El Ayuntamiento de Gijón prohíbe una charla sobre Cataluña en un centro municipal

La cita, a la que estaba invitado Joan Tardá, ha sido vetada por el consistorio de Foro que apela al veto del Constitucional al referéndum


Redacción

El gobierno del Ayuntamiento de Gijón ha prohibido hoy la celebración de una charla-coloquio sobre Cataluña que iba a tener lugar el sábado en el centro municipal de El Llano. Organizada por la Federación Asturiana Memoria y República (Famyr), con la colaboración de La Manzorga, la revista Viento Sur y Amaztuak, iba a contar con la participación del parlamentario de ERC Joan Tardá, así como miembros de la Coordinadora de la CUP y de Catalunya en Comú y de la propia revista. El acto va a seguir celebrándose, ya que se han ofrecido diversos colectivos culturales y sociales de Oviedo y Gijón para albergar el encuentro, pero desde Famyr ven un claro caso de censura previa, un grave ataque a la libertad de expresión y una excusa «burda y cobarde» para prohibir su celebración.

«Pedimos permiso primero en el centro, como se hace siempre para ver si hay disponibilidad, y se nos concedió. Ahora además hay que enviarlo por vía electrónica y, una vez que sabíamos que estaba disponible el salón de actos, el 6 de septiembre enviamos un escrito», explica Rafa Velasco, de Famyr, que ayer, martes 12 de septiembre, recibió un requerimiento firmado por la concejala de Bienestar Social y Participación Ciudadana, Eva Illán, en el que se demandaba más información sobre el contenido del acto. En concreto, en el requerimiento municipal se explica que «todos los poderes públicos están obligados al cumplimiento» de la providencia del Tribunal Constitucional del 7 de septiembre que anula a Ley del Parlamento de Cataluña del referéndum de autodeterminación, para que se determine el contenido exacto del acto a celebrar «acreditando suficientemente la conformidad del mismo» con dicha providencia «de tal forma que se justifique que el citado acto no pretenda en modo alguno vulnerar, ignorar o eludir la suspensión acordada de la Ley Catalana ni implicar actuación alguna orientada a la preparación y/o celebración del referéndum sobre la autodeterminación de Cataluña».

Desde Famyr, se enviaron alegaciones explicando que la charla iba a titularse Memoria histórica y proceso catalán, reflejos de una democracia que no es tanto, y que, además de Tardá, iba a contar con la participación de Óscar Simón, del consejo de dirección de la CUP; Quim Sopena, del consejo de dirección de Catalunya en Comú, y de Martí Causa, del consejo de dirección de la revista Viento Sur.

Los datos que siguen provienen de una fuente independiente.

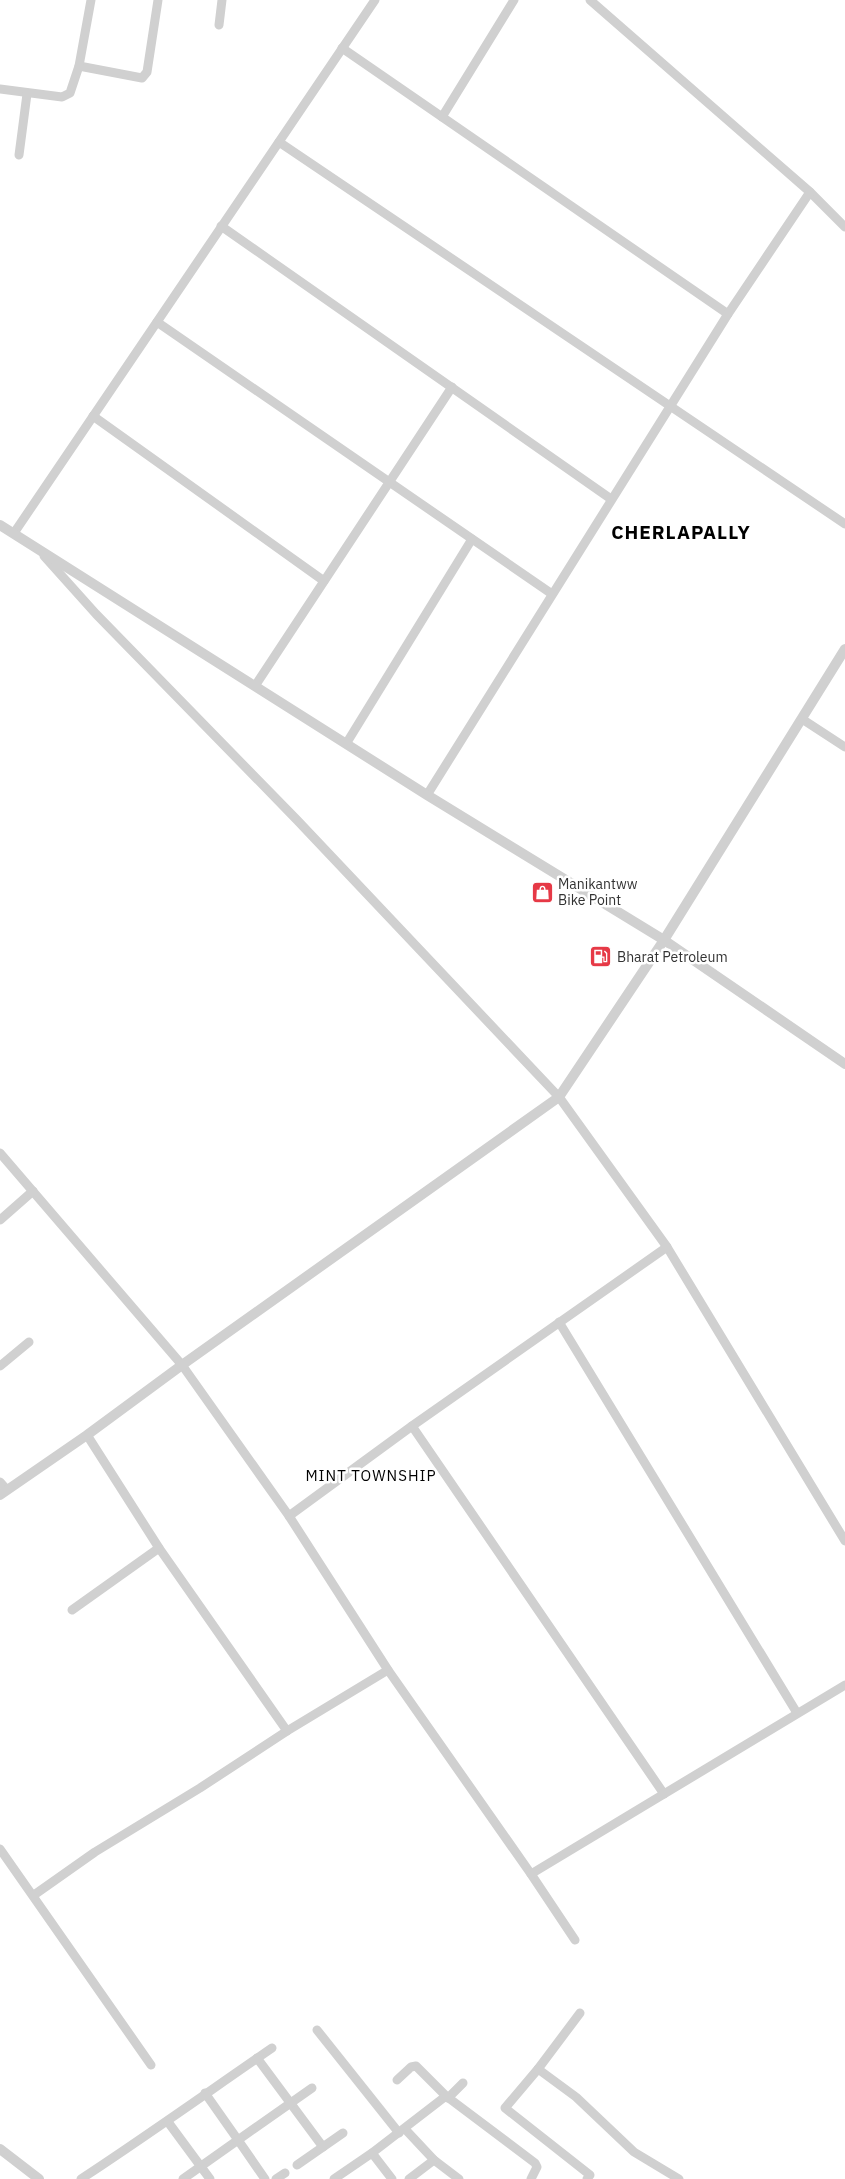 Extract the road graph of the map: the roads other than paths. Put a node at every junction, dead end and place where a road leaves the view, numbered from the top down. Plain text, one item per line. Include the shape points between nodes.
1 (90, 0) edge
2 (158, 0) edge
3 (222, 0) edge
4 (375, 0) edge
5 (514, 0) edge
6 (590, 0) edge
7 (219, 25) dead end
8 (342, 48) junction
9 (79, 66) junction
10 (0, 89) edge
11 (27, 94) junction
12 (442, 118) junction
13 (279, 142) junction
14 (19, 155) dead end
15 (810, 192) junction
16 (222, 226) junction
17 (845, 227) edge
18 (728, 314) junction
19 (157, 322) junction
20 (452, 387) junction
21 (670, 406) junction
22 (93, 416) junction
23 (390, 482) junction
24 (611, 499) junction
25 (845, 524) edge
26 (0, 525) edge
27 (14, 533) junction
28 (472, 539) junction
29 (43, 554) junction
30 (324, 581) junction
31 (552, 594) junction
32 (845, 649) edge
33 (255, 686) junction
34 (802, 719) junction
35 (346, 744) junction
36 (845, 747) edge
37 (427, 795) junction
38 (664, 940) junction
39 (845, 1064) edge
40 (559, 1097) junction
41 (0, 1153) edge
42 (34, 1191) junction
43 (0, 1220) edge
44 (667, 1247) junction
45 (560, 1322) junction
46 (29, 1342) dead end
47 (182, 1365) junction
48 (0, 1366) edge
49 (412, 1426) junction
50 (87, 1435) junction
51 (2, 1489) edge
52 (289, 1516) junction
53 (845, 1542) edge
54 (159, 1548) junction
55 (72, 1610) dead end
56 (388, 1670) junction
57 (845, 1685) edge
58 (797, 1713) junction
59 (287, 1730) junction
60 (664, 1794) junction
61 (0, 1849) edge
62 (531, 1874) junction
63 (34, 1896) junction
64 (575, 1940) dead end
65 (580, 2012) dead end
66 (317, 2030) dead end
67 (272, 2048) dead end
68 (257, 2058) junction
69 (151, 2065) dead end
70 (538, 2069) junction
71 (397, 2080) dead end
72 (463, 2083) dead end
73 (312, 2088) dead end
74 (205, 2093) junction
75 (447, 2097) junction
76 (290, 2103) junction
77 (168, 2122) junction
78 (402, 2131) junction
79 (343, 2133) dead end
80 (238, 2140) junction
81 (323, 2147) junction
82 (0, 2149) edge
83 (372, 2153) junction
84 (434, 2160) junction
85 (297, 2165) dead end
86 (201, 2166) junction
87 (285, 2174) dead end
88 (39, 2179) edge
89 (81, 2179) edge
90 (183, 2179) edge
91 (210, 2179) edge
92 (265, 2179) edge
93 (276, 2179) edge
94 (334, 2179) edge
95 (392, 2179) edge
96 (409, 2179) edge
97 (459, 2179) edge
98 (531, 2179) edge
99 (587, 2179) edge
100 (679, 2179) edge

1 - 9 street
2 - 9 street via 145,76
3 - 7 street
4 - 8 street
5 - 12 street
6 - 15 street
8 - 12 street
8 - 13 street
9 - 11 street via 67,96
10 - 11 street
11 - 14 street
12 - 18 street
13 - 16 street
13 - 21 street
15 - 17 street
15 - 18 street
16 - 19 street
16 - 20 street
18 - 21 street
19 - 22 street
19 - 23 street
20 - 23 street
20 - 24 street
21 - 24 street
21 - 25 street
22 - 27 street
22 - 30 street
23 - 28 street
23 - 30 street
24 - 31 street
26 - 27 street
27 - 29 street
28 - 31 street
28 - 35 street
29 - 33 street
29 - 40 street via 96,614 297,820
30 - 33 street
31 - 37 street
32 - 34 street
33 - 35 street
34 - 36 street
34 - 38 street
35 - 37 street
37 - 38 street
38 - 39 street
38 - 40 street
40 - 44 street
40 - 47 street
41 - 42 street
42 - 43 street
42 - 47 street
44 - 45 street
44 - 53 street
45 - 49 street
45 - 58 street
46 - 48 street
47 - 50 street
47 - 52 street
49 - 52 street
49 - 60 street
50 - 51 street
50 - 54 street
52 - 56 street
54 - 55 street
54 - 59 street
56 - 59 street
56 - 62 street
57 - 58 street
58 - 60 street
59 - 63 street via 95,1852
60 - 62 street
61 - 63 street
62 - 64 street
63 - 69 street
65 - 70 street
66 - 78 street
67 - 68 street
68 - 74 street
68 - 76 street
70 - 99 street via 506,2108 590,2175
70 - 100 street via 576,2097 625,2144
71 - 75 street via 416,2066
72 - 75 street
73 - 76 street
74 - 77 street
74 - 80 street
75 - 78 street
75 - 98 street via 535,2163 537,2167
76 - 80 street
76 - 81 street
77 - 86 street
77 - 89 street
78 - 83 street
78 - 84 street
79 - 81 street
80 - 86 street
80 - 92 street
81 - 85 street
82 - 88 street
83 - 94 street
83 - 95 street
84 - 96 street
84 - 97 street
86 - 90 street
86 - 91 street
87 - 93 street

También se explicaba que, aunque el acto tiene como objeto tener un debate con políticos y expertos en memoria histórica, y cómo se ha llegado a la situación actual, «no puede en forma alguna vulnerar providencia alguna del Tribunal Constitucional sobre la suspensión del referéndum de Cataluña, básicamente porque en Asturias no está convocado dicho referéndum ni por ende puede entenderse un acto de campaña del mismo. Es más, teniendo en cuenta los ponentes que intervendrán, las posiciones políticas son totalmente diversas sobre la participación en dicho referéndum».

En el documento en el que se expresa la negativa a ceder el salón de actos del centro municipal de El Llano, Illán indica que, analizada la documentación aportada, se revoca la autorización previamente concedida «por no tener el acto encaje en las normas generales de uso y participación ciudadana en los equipamientos municipales por no cumplir lo previsto en el artículo 5». Dicho artículo dice que los espacios serán reservados para la realización de todas aquellas iniciativas que, según criterio de la dirección del centro en coordinación con los responsables de los servicios afectados, tengan que ver con las actividades sociales, culturales, deportivas o de participación ciudadana, qu se identifiquen con los fines primordiales que animan al centro.

Velasco, en este sentido, recuerda que en los centros municipales de Gijón se han celebrado numerosos actos y debates políticos de diferentes formaciones políticas sin problema alguno. «El gobierno municipal funciona a salto de mata y tiene unos criterios totalmente restrictivos», dice Velasco, en referencia por ejemplo a la prohibición de conciertos como los de Albert Plá o Francisco, «pero no creíamos que fueran a llegar tan lejos en el desatino». En este sentido, recuerda también que fue un tribunal el que prohibió el acto que se iba a celebrar en Madrid, en el Matadero, un equipamiento también municipal.

En Famyr, en vista de lo ocurrido, buscarán una nueva ubicación y valorarán si presentan algún tipo de recurso administrativo o judicial, aunque «el perjuicio ya está hecho».